Real-time multiplex polymerase chain reaction with high-resolution melting-curve analysis for the diagnosis of enteric infections associated with diarrheagenic .

INTRODUCTION

Although diarrheagenic Escherichia coli (DEC) strains are important bacterial causative agents of diarrhoea, they are not routinely sought as stool pathogens in clinical laboratories as conventional microbiological testing are unable to distinguish between normal flora and pathogenic strains of E. coli.
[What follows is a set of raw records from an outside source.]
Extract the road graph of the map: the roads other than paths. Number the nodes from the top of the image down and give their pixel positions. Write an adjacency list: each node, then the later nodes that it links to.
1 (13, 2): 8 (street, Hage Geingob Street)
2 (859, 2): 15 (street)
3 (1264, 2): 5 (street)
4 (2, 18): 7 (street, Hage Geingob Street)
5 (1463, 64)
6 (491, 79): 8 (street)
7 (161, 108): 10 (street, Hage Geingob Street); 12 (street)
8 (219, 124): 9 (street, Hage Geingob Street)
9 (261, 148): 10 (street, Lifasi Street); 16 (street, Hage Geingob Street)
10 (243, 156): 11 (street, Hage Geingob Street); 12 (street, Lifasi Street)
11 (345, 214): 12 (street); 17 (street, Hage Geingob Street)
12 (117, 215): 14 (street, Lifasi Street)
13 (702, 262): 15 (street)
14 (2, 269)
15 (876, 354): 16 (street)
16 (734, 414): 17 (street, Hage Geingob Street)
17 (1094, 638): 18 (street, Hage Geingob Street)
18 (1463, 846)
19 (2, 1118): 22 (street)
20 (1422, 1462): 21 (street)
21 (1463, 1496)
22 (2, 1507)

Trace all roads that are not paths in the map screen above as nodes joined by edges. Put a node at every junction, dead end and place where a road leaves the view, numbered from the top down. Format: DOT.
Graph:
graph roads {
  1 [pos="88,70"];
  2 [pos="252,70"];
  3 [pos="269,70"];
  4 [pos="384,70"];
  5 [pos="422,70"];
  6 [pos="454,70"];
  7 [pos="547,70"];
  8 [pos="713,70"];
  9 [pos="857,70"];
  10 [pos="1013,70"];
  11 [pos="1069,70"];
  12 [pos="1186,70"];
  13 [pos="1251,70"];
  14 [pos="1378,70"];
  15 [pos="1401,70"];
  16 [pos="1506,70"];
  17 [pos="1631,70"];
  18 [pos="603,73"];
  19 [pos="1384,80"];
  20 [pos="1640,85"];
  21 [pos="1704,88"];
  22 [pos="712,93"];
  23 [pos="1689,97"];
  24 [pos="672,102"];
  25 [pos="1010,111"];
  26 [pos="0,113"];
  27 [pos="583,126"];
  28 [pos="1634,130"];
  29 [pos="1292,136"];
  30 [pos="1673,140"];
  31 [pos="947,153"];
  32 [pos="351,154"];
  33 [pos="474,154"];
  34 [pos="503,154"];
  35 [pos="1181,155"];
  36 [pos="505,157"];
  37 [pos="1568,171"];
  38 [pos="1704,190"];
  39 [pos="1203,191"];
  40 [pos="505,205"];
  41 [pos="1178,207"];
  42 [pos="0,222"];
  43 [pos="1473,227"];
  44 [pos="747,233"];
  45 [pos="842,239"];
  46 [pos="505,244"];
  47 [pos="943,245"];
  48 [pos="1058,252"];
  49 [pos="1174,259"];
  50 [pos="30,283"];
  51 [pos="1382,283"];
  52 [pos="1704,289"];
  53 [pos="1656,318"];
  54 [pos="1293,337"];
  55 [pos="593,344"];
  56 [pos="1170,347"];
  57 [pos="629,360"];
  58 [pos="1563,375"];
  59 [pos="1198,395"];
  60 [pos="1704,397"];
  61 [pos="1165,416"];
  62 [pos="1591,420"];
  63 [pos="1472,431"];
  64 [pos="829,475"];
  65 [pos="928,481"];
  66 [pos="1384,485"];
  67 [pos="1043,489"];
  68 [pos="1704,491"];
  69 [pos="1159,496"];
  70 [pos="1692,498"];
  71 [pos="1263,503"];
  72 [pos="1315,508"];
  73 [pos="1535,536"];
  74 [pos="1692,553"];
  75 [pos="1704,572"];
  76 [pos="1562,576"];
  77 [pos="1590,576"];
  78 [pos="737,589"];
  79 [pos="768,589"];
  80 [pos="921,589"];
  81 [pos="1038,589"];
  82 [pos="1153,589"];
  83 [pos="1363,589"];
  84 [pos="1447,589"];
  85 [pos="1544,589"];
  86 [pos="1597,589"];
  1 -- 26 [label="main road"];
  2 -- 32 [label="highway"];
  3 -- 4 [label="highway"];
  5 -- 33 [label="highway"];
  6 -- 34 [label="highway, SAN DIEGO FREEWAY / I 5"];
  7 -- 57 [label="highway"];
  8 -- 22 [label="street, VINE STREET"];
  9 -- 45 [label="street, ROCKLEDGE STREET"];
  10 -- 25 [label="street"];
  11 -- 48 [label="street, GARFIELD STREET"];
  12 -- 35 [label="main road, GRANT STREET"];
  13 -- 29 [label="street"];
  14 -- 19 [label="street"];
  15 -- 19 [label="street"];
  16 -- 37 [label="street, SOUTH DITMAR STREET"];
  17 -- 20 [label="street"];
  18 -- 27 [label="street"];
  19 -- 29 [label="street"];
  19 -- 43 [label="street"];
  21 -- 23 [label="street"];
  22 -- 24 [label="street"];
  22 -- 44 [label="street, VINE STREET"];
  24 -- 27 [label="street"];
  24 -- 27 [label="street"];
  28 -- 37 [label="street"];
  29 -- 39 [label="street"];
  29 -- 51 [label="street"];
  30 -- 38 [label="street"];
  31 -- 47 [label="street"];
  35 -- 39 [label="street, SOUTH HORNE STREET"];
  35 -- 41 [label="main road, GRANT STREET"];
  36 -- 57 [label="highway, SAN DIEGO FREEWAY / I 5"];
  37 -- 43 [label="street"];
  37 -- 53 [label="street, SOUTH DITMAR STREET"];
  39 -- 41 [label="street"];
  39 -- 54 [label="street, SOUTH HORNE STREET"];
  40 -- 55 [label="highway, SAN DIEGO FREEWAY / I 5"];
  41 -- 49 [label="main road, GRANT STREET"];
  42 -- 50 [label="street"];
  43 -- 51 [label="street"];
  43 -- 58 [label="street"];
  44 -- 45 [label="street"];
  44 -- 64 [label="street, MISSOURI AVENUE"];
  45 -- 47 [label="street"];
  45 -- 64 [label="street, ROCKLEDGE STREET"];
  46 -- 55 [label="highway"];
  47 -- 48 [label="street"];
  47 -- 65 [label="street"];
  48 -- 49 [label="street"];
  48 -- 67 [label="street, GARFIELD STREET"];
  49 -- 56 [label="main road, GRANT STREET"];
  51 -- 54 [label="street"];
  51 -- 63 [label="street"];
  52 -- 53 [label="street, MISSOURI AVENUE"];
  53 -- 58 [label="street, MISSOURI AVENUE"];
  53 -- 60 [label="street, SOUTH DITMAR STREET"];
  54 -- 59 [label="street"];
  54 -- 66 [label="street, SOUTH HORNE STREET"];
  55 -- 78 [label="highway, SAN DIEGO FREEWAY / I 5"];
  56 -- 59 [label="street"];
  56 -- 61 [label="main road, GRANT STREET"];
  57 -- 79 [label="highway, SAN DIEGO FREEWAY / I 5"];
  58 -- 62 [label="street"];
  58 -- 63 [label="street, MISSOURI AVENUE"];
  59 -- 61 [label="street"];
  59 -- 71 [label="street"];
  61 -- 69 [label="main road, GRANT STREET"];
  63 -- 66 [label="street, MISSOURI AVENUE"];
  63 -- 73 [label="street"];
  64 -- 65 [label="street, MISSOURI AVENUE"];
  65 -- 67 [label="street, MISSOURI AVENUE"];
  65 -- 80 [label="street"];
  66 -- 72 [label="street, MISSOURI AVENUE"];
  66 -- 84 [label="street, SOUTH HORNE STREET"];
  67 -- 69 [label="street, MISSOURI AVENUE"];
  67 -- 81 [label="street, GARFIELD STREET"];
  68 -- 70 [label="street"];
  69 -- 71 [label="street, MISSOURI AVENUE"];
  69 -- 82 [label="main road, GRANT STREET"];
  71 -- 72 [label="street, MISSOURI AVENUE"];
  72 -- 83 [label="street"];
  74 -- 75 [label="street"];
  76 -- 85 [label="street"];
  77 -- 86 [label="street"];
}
This study was undertaken to determine the prevalence of DEC pathotypes amongst children with and without diarrhoea and to detect specific virulent genes present in different DEC pathotypes, using real-time multiplex polymerase chain reaction (PCR) with high-resolution melting (HRM) technology.

MATERIALS AND METHODS

Stool samples were obtained from cases and controls. Using a set of conventional biochemical tests, E. coli strains were identified. Further, these isolates were subjected to multiplex PCR system for the detection of virulence genes of different pathotypes of DEC. Real-time multiplex PCR was performed for the detection of specific virulent genes of DEC pathotypes, using Rotor-Gene Q instrument (Qiagen) having High-resolution Melt analyser using Type-it HRM PCR kit (Qiagen) containing EvaGreen fluorescent intercalating dye.

RESULTS

In this study, we had successfully standardised two multiplex PCR assays which were found to be effective for direct detection of enteropathogenic E. coli (EPEC), enteroaggregative E. coli (EAEC), enterotoxigenic E. coli (ETEC) and enteroinvasive E. coli (EIEC). A total of 42 DEC strains were detected at an overall rate of 19.3% (n = 42), from the total 217 E. coli isolates recovered from the cases (n = 39, 17.9%) and control (n = 3, 3.8%) groups. Amongst the 42 DEC pathotypes (39 from cases and 3 from controls), EPEC (10%), EAEC (8.82%), ETEC (2.94%) and EIEC (1.18%) were found in children with diarrhoea (cases) and in children without diarrhoea (control) only EAEC (2.13%) and EPEC (4.26%) were detected. Age distribution, gender variation, seasonal variation and clinical features were also analysed.

CONCLUSION

This study helped evaluate the prevalence of DEC amongst children (<18 years of age) with and without diarrhoea using multiplex real-time PCR with HRM analysis.